On the Edge of the American Dream
When most people hear “Golden State,” they think of sunshine and Stephen Curry, but curator Drew Sawyer was thinking about the 1940s internment of Japanese Americans during World War II. He was also thinking about how photographers, since the 1970s, have challenged romanticized images of California. Currently on view at Marianne Boesky Gallery, his group exhibition Golden State includes photographs by Anthony Hernandez, Catherine Opie, Larry Sultan, and other California-based artists. At a moment when California is being heralded as a leader of “the resistance,” these photographers focus on various marginalized communities, demonstrating how not all Californians have access to a utopic, liberal vision of the Golden State. People there are still struggling to be recognized as citizens, to feel like they belong, and to survive.
Will Matsuda: Why an exhibition about California? Why now?
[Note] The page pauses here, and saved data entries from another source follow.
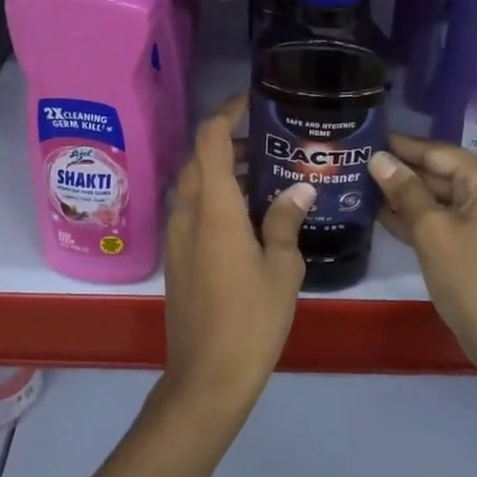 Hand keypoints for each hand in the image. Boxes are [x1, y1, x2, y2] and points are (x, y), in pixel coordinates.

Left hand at [159, 94, 313, 414]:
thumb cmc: (251, 319)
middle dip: (230, 142)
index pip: (210, 140)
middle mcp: (188, 213)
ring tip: (265, 177)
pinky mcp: (176, 258)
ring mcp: (177, 236)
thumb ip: (286, 221)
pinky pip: (193, 211)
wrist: (207, 376)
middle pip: (200, 159)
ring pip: (195, 186)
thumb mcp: (282, 268)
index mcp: (214, 208)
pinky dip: (216, 198)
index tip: (252, 101)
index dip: (227, 112)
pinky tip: (247, 217)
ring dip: (223, 172)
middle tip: (270, 144)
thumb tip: (300, 188)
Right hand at [369, 134, 476, 403]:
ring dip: (405, 195)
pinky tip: (382, 214)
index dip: (400, 145)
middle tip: (356, 161)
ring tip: (360, 184)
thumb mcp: (432, 231)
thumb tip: (378, 158)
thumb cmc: (470, 279)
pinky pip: (446, 218)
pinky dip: (419, 217)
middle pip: (440, 172)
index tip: (366, 135)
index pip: (438, 152)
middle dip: (400, 171)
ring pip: (440, 197)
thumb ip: (405, 190) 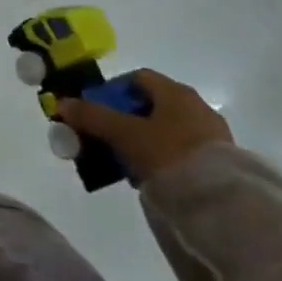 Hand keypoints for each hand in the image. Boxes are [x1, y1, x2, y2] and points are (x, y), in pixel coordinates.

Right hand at [57, 69, 231, 184]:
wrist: (219, 202)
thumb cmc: (167, 153)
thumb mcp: (123, 134)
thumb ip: (91, 117)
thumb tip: (61, 103)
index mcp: (175, 91)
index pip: (138, 78)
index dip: (113, 91)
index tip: (97, 112)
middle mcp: (196, 106)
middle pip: (151, 105)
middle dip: (125, 120)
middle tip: (107, 140)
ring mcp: (211, 134)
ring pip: (166, 130)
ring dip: (143, 141)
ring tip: (126, 164)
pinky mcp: (220, 162)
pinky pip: (182, 151)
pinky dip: (162, 158)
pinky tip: (151, 177) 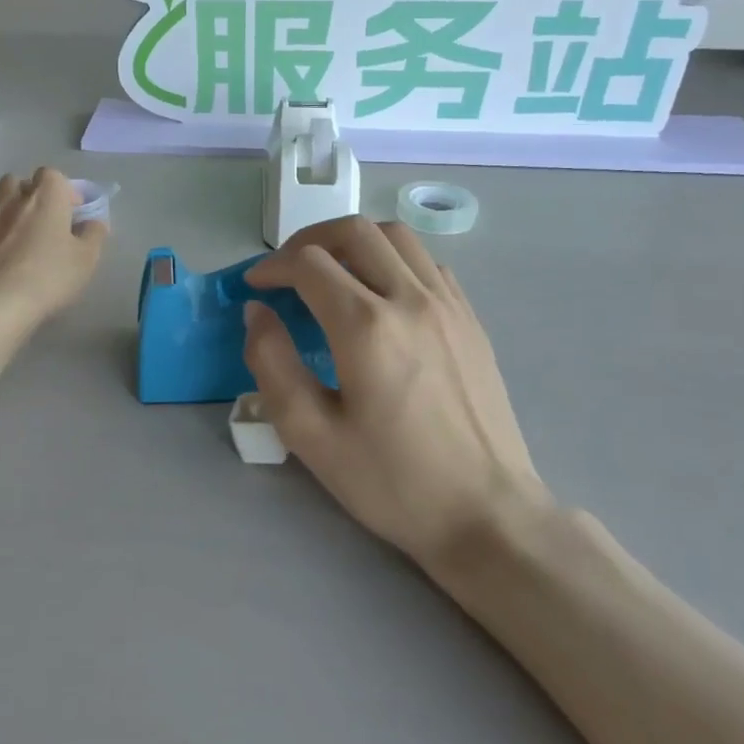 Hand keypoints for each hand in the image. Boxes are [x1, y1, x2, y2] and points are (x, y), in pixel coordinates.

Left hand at [0, 168, 105, 321]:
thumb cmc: (48, 279)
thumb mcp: (86, 260)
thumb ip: (94, 236)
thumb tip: (94, 222)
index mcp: (44, 199)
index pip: (52, 175)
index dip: (62, 190)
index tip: (70, 211)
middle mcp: (9, 200)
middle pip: (15, 180)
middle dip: (26, 193)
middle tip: (36, 219)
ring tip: (3, 224)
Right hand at [244, 217, 549, 568]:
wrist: (486, 513)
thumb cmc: (392, 482)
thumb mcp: (310, 435)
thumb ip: (272, 363)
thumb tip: (258, 312)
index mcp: (366, 327)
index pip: (308, 262)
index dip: (272, 266)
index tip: (256, 286)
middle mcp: (410, 299)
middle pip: (354, 231)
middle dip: (308, 239)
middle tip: (286, 269)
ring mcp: (448, 304)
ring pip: (395, 236)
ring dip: (353, 241)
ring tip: (331, 271)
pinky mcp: (469, 318)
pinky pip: (426, 262)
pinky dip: (392, 258)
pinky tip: (379, 292) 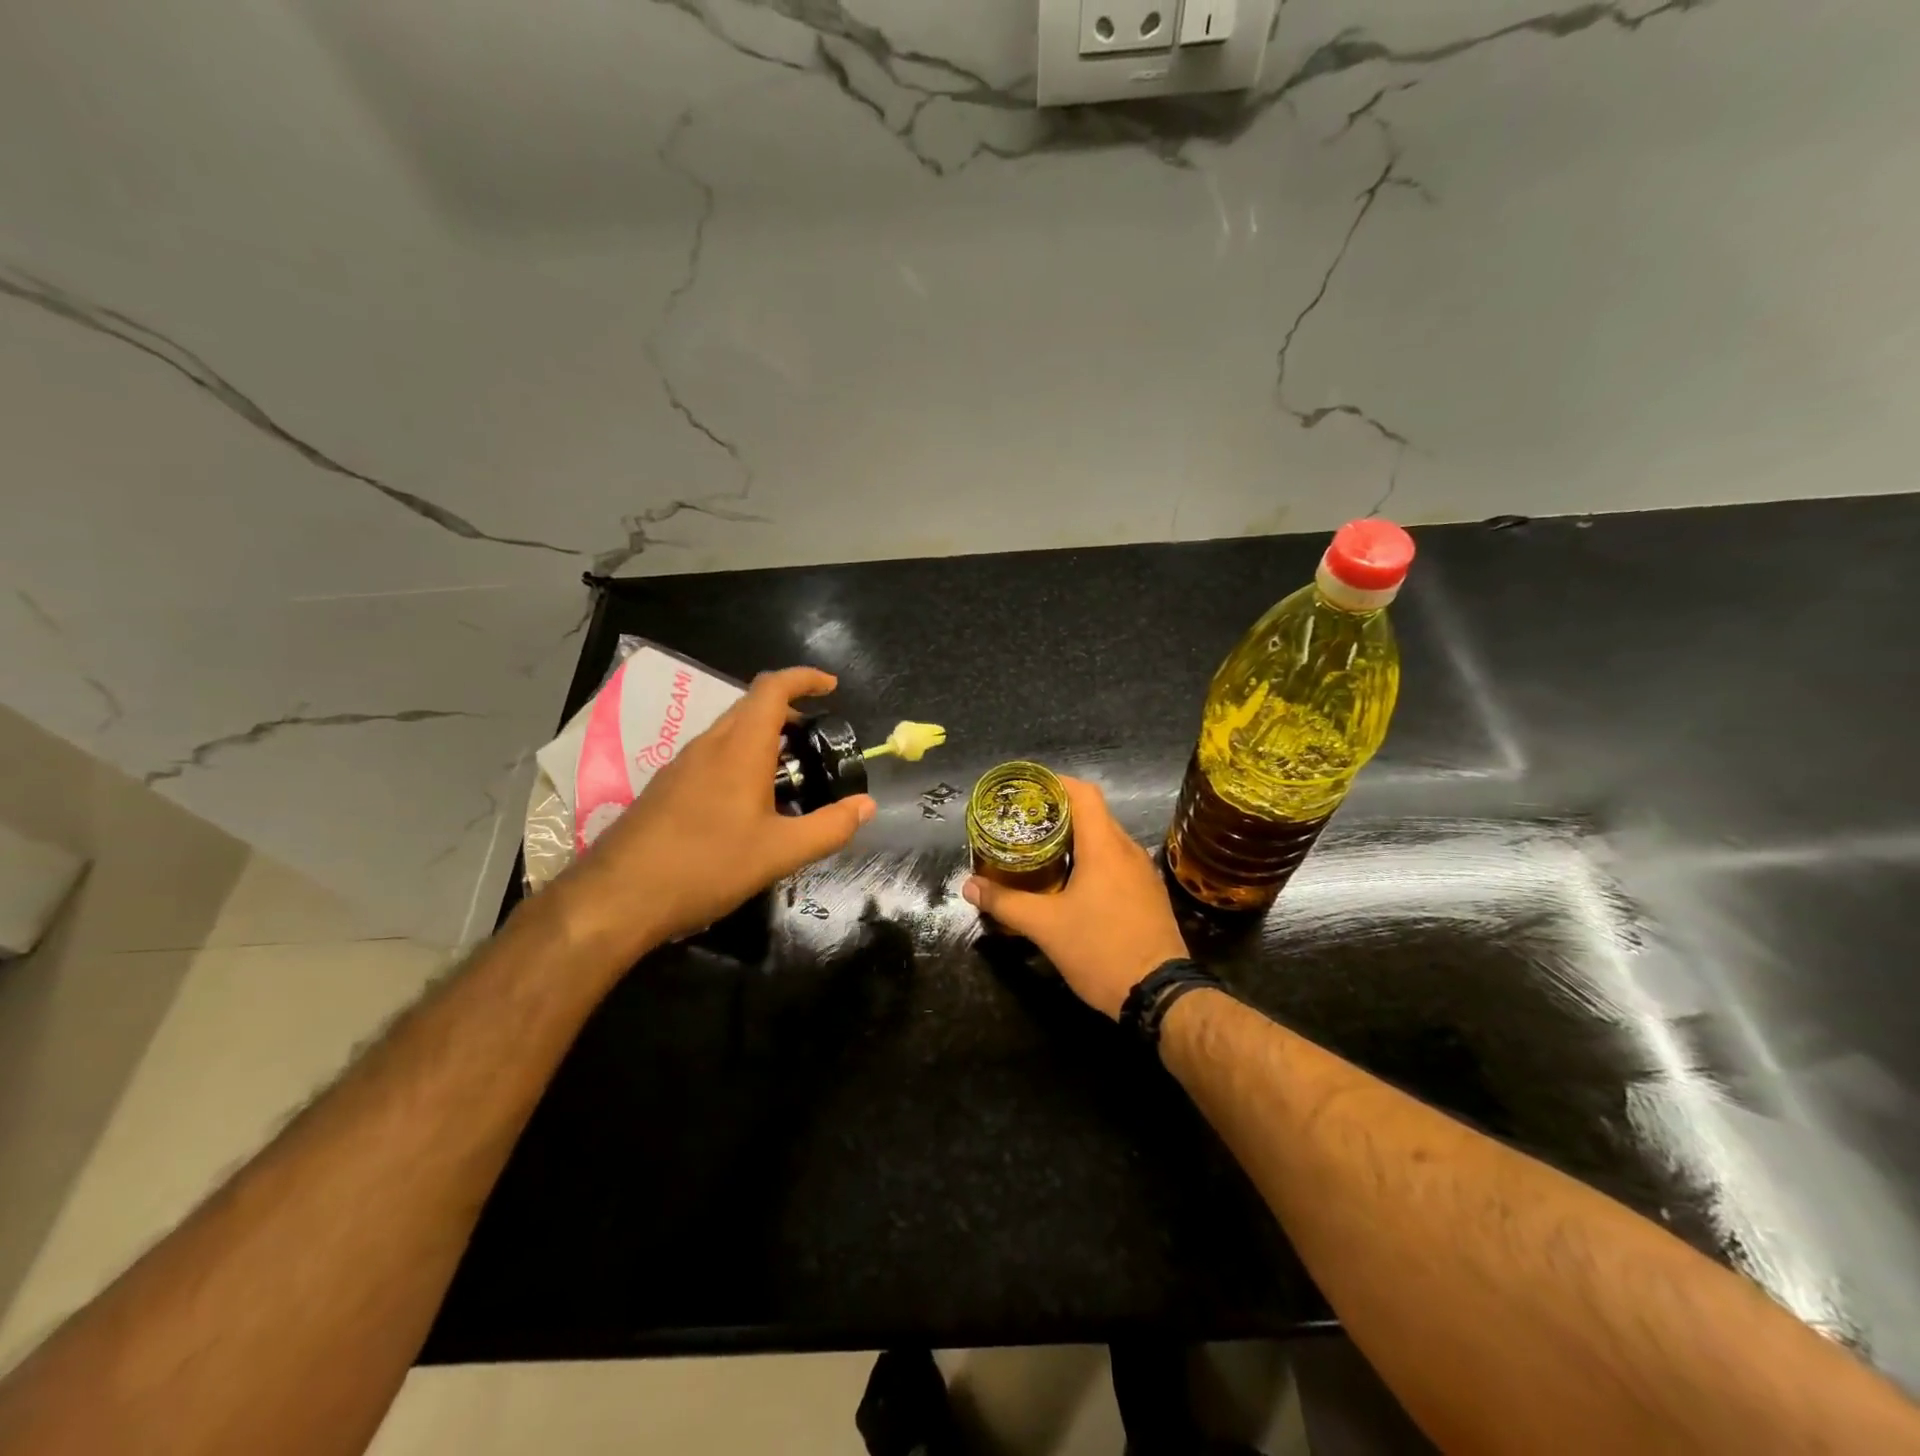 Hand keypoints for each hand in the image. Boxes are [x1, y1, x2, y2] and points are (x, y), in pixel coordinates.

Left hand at [548, 666, 875, 962]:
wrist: (617, 897)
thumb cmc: (706, 865)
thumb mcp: (780, 852)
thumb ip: (829, 827)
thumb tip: (866, 806)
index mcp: (739, 748)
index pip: (773, 688)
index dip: (805, 678)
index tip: (832, 687)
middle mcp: (708, 745)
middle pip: (751, 706)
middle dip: (789, 712)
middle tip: (818, 742)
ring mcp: (682, 765)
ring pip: (730, 732)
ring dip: (764, 738)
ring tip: (790, 775)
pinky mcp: (666, 788)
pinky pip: (713, 756)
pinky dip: (741, 759)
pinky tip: (749, 804)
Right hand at [962, 777, 1188, 1019]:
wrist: (1160, 995)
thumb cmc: (1101, 950)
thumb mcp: (1045, 927)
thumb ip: (1005, 902)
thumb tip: (969, 885)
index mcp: (1105, 847)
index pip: (1083, 793)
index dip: (1055, 783)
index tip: (1026, 790)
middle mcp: (1128, 851)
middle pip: (1093, 814)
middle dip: (1058, 812)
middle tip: (1023, 822)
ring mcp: (1142, 873)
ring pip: (1105, 840)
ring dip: (1075, 839)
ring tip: (1040, 849)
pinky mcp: (1148, 894)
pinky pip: (1116, 862)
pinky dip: (1092, 860)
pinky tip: (1071, 882)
Drew Sawyer: When the gallery asked me to organize a show, it was the day after the presidential election. I knew I wanted to do something that was timely but that wouldn’t feel dated by the time it opened in April. Already within the first week after the election, California was emerging as a state of resistance. There was talk of “Calexit.” In recent years, the state seemed to have become this liberal bastion. But many conservative movements have originated in California, and one would only have to go back ten years to when the state attempted to ban same-sex marriage.
California, in some ways, represents the country as a whole, and also the country’s ideals. Many of our ideas of California, influenced by Hollywood shows like HBO’s Big Little Lies, have to do with an idealized vision of the American Dream. So I was particularly interested in the contradictions of the state. California has one of the largest economies in the world, and it has one of the greatest number of billionaires. At the same time, it has the highest rate of poverty in the country. It felt necessary to think about these polarities, since the country is so polarized right now.
From an art historical standpoint, the state also seems relevant because many of the California photographers I ended up selecting have had major survey shows in the last few years: Anthony Hernandez at SFMoMA in 2016 and Larry Sultan at LACMA in 2014 (and now currently at SFMOMA). But neither of those shows have travelled to the East Coast. Neither of those artists even have commercial galleries that represent them on the East Coast. It seems like the perfect time to bring this work to New York.
Matsuda: The title, Golden State, evokes the usual California connotations: sun, surfers, and LA. But the exhibition seems to attack these romanticized visions straight on with images portraying the hardships endured by Latino day laborers, Japanese Americans facing internment, and other marginalized identities. What were you looking for when you were selecting photos?
Sawyer: I wanted to complicate that idea of California, the one that gets represented so often. You mentioned the Dorothea Lange photographs of the internment of Japanese Americans, and those really were the inspiration for the exhibition. This spring is the seventy-fifth anniversary of the internment. In 1942, the federal government commissioned Lange to document the process of interning over 100,000 Japanese and Japanese Americans. Even before she started photographing the roundups and the camps, Lange photographed Japanese Americans in their homes and at their workplaces. The mandatory internment announcement had already been made, so the people in these photos knew what was coming and knew what they would be forced to leave behind: their homes, their businesses, their jobs, their college educations. Those are the photographs I ended up choosing. In some ways, I think they are the most subversive because Lange really showed the degree to which these individuals were truly American and so fully integrated into the economy and American society.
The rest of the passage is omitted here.